I just came across a fascinating anecdote that might shed light on something that has long fascinated and horrified me about my country. At a recent town-hall meeting in Iowa a local weekly quizzed attendees as to whether or not they could find Iraq on a map. The reporter asked 40 pro-reform attendees and 40 anti-reform attendees. Those of us who are pro-reform can take pleasure in the paper’s report that
a full 75%, 30 of 40 pro-reform attendees, could identify Iraq in its rather eye-catching, dead center position on the map. Only 52.5%, 21 of 40 anti-reformers, could do so.
But I want to focus on something else in the story, something more interesting and more worrisome.
Even those pro-reform
attendees who could not find Iraq on the map were good humored about their
failure. The reporter recieved no negative comments from them or any of the pro-reform participants. But among the anti-reform attendees, “Many sneered. Most at least glowered. Four accused the test itself of being somehow biased.”
The two crowds were demonstrably different in their reaction to other people and to requests for information.
One of the most frustrating
aspects of modern American politics is the steadily lowering level of public
debate, mostly by the loony right.
The entire premise of democracy is that average citizens, even if not
experts on issues, are open to rational debate and evaluation of different
proposals. If not all of them,
then enough to offset the mindless, who hopefully will be distributed more or
less equally across the spectrum.
I have been trying to understand why that
no longer seems to be the case, and came up with what may be an explanation
while discussing all sorts of issue with friends one evening this week.
Conservative Christianity
has made a virtue of faith and will power trumping reason and facts for many
decades. These have always been elements of Christian orthodoxy, but they have been buffered by concern with other values during much of Christian history. At least in the US, only among conservative Fundamentalist groups have these attitudes seemed to steam roll over every other consideration among a great many (not all, thank the Gods) believers.

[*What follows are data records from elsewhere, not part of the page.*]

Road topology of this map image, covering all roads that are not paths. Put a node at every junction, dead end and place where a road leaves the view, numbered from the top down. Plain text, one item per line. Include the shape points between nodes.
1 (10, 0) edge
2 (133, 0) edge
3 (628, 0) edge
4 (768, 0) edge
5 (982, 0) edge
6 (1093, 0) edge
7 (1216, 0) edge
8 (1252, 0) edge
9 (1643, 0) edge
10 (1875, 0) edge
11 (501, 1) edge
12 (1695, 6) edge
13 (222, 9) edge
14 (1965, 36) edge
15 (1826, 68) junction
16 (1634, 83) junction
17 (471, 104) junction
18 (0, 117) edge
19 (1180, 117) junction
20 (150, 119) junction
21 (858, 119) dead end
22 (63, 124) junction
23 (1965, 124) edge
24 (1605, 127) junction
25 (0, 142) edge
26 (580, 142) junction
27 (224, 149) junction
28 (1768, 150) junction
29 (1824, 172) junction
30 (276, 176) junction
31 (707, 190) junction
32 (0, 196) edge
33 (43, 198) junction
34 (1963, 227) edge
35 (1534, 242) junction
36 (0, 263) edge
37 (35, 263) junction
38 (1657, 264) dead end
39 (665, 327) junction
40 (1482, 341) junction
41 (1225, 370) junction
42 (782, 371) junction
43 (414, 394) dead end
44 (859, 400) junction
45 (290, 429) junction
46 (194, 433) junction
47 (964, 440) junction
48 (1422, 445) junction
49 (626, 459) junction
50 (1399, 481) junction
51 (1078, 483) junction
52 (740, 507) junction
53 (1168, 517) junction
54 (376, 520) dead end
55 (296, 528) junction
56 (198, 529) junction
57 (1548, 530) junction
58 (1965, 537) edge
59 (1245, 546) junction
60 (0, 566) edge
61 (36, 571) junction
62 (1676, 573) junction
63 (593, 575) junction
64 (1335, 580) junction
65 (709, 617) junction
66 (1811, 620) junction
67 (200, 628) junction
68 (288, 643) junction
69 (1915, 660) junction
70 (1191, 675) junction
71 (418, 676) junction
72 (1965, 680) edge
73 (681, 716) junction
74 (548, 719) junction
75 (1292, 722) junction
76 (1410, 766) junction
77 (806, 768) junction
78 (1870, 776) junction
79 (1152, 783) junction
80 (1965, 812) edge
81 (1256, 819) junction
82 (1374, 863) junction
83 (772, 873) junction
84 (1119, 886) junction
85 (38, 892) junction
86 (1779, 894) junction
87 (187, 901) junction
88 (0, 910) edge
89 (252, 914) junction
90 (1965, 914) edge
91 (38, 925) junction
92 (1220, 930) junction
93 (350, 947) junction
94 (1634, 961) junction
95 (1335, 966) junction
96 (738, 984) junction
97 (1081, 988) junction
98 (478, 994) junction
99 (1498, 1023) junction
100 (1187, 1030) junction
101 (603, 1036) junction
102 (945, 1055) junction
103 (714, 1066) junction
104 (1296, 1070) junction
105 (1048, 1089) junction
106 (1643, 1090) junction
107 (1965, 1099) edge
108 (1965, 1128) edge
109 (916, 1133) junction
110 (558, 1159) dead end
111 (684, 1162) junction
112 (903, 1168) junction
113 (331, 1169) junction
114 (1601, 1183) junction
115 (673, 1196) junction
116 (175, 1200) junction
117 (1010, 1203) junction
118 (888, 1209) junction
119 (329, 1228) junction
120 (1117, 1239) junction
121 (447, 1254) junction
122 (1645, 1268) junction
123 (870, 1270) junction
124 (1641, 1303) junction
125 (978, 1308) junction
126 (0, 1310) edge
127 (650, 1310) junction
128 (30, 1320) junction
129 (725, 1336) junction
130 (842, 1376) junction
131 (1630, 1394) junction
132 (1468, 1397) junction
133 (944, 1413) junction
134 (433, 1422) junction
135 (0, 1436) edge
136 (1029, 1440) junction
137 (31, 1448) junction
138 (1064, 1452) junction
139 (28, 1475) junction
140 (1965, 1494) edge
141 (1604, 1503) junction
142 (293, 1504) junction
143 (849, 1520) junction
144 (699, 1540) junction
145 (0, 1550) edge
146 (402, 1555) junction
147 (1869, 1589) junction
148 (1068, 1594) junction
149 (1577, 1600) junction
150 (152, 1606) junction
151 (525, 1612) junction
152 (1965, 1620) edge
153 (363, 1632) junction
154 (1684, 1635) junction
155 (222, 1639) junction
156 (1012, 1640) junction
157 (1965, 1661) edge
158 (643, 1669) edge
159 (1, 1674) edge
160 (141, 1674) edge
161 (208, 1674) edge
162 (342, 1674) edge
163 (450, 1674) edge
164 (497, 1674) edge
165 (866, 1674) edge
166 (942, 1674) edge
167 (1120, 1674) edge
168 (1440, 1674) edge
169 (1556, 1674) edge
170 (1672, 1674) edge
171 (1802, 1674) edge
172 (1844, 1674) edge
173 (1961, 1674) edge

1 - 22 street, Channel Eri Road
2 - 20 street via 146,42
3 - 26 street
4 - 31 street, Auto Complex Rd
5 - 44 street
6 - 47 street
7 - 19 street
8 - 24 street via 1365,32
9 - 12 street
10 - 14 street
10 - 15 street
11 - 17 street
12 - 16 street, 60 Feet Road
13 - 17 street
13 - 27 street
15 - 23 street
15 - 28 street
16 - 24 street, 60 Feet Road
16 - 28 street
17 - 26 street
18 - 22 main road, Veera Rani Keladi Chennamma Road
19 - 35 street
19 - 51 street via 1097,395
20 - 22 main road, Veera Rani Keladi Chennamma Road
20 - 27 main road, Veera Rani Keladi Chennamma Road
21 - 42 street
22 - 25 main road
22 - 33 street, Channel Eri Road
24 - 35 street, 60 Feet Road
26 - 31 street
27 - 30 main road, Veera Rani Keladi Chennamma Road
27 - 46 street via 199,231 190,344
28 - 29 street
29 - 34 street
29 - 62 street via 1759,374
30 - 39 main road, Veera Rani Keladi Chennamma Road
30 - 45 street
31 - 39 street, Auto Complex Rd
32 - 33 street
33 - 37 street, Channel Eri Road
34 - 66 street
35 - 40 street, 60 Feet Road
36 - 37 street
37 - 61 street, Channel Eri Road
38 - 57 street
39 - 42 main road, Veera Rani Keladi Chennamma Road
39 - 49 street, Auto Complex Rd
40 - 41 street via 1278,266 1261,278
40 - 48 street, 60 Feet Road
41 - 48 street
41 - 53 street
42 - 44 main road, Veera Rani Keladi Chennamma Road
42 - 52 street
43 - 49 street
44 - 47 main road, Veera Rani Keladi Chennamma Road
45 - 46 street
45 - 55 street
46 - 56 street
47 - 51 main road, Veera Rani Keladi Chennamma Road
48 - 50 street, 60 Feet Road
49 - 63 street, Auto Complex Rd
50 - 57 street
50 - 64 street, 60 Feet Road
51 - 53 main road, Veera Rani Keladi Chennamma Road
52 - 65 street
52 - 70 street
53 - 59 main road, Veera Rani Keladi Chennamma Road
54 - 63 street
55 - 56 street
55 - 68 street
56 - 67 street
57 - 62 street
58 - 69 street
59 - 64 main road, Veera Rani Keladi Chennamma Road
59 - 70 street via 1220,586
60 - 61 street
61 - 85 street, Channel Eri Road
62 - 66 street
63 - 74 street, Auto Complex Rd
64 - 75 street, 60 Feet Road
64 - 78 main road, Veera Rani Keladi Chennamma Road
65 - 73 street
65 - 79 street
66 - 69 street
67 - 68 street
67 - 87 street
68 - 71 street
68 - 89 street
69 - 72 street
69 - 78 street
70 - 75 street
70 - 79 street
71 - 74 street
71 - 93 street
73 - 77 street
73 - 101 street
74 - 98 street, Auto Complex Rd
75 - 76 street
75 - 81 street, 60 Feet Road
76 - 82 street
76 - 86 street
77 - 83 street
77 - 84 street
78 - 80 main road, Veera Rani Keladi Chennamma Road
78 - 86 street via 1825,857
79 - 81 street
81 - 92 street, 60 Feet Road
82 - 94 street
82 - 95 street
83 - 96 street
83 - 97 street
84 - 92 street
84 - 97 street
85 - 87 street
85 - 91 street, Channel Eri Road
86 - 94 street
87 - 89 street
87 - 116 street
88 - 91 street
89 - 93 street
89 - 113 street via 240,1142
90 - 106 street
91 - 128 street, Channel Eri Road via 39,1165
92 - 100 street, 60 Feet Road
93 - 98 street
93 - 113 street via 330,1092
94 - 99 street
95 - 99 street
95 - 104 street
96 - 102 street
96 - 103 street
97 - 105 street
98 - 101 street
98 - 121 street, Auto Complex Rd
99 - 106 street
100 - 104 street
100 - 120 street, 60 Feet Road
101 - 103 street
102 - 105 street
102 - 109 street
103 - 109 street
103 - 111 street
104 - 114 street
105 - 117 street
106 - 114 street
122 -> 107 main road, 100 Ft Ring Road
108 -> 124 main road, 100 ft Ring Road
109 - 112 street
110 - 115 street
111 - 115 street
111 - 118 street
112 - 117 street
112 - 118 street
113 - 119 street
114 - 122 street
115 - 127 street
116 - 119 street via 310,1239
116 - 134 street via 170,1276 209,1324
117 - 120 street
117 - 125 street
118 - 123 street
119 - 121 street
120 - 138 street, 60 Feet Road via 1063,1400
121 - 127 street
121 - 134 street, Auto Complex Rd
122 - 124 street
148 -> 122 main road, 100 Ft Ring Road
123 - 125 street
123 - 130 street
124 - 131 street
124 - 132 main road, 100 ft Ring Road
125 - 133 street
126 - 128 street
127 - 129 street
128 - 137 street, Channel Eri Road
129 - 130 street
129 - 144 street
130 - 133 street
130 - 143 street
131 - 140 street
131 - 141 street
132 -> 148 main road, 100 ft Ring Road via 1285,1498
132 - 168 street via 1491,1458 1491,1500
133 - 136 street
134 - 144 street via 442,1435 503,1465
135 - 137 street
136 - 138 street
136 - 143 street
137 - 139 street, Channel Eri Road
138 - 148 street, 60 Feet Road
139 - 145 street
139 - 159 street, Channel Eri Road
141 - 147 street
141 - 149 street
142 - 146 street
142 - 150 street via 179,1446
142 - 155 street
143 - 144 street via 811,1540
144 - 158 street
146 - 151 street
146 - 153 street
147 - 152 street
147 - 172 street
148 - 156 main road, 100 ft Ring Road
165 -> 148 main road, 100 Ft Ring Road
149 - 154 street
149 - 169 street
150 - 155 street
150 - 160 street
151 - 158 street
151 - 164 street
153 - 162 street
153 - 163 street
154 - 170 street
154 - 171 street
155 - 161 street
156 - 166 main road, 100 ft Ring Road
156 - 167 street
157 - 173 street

These people are taught to distrust reason as a tool of the devil, and
distrust evidence as equally misleading.
The world is full of demonic traps for the unwary, and only blind faith and an indomintable will-to-believe are sure safeguards against Satan’s wiles. As one very nice Fundamentalist woman told me, fossils are evidence of
God’s “sense of humor.” I
refrained from pointing out that this cosmic joker would then sentence anyone
taken in by his ‘jokes’ to eternity in hell.
Subjecting our most fond beliefs to reason and
evidence is hard work. Even when
we conscientiously try and subject our beliefs to the same standards we hold
for others, we often make mistakes, and in retrospect discover gaping blind
spots in our awareness. (I speak
from personal experience.) Being
open to reason and facts is challenging. It is also respect for truth, admission of fallibility, and evidences a regard for people other than carbon copies of oneself.
A entire culture trained to
distrust reason and facts as even evil when applied to their deepest
beliefs is a culture where we can truthfully wonder whether they are capable of
democratic self government rather than mobocracy. I would argue they are not. The states they dominate are not like Iran because they exist within the American constitutional framework. They are nice people in many cases, but they are not very good citizens of a free society.
The rapid surge of Fundamentalists into active involvement in American
politics began under Nixon. Since then we have suffered an enormous pollution of political
discourse from people lacking the skills to engage in it, but engaging in it enthusiastically nonetheless. The future of our country may well depend on whether they
can learn to relate to people who disagree with them with anything other than
hostility and self-righteousness.
If American democracy declines even further from its Founders’ hopes. It
will be at least in part because of Fundamentalist Christianity and the totalitarian habits of
mind it encourages. If it somehow survives these people it will be because over time they will have learned the responsibilities and skills required for citizenship in a democracy.
I imagine I will be denounced here by some as a bigot for making this argument. To those who denounce me I ask- where are the prominent liberal commentators who urge people to carry guns to Republican gatherings? Where were the liberal crowds who tried to shout down George Bush, or current Republican hacks? Where are the leading liberal politicians who made up lies out of whole cloth such a “death panels,” “death books” and lack of birth certificates? They did and do not exist.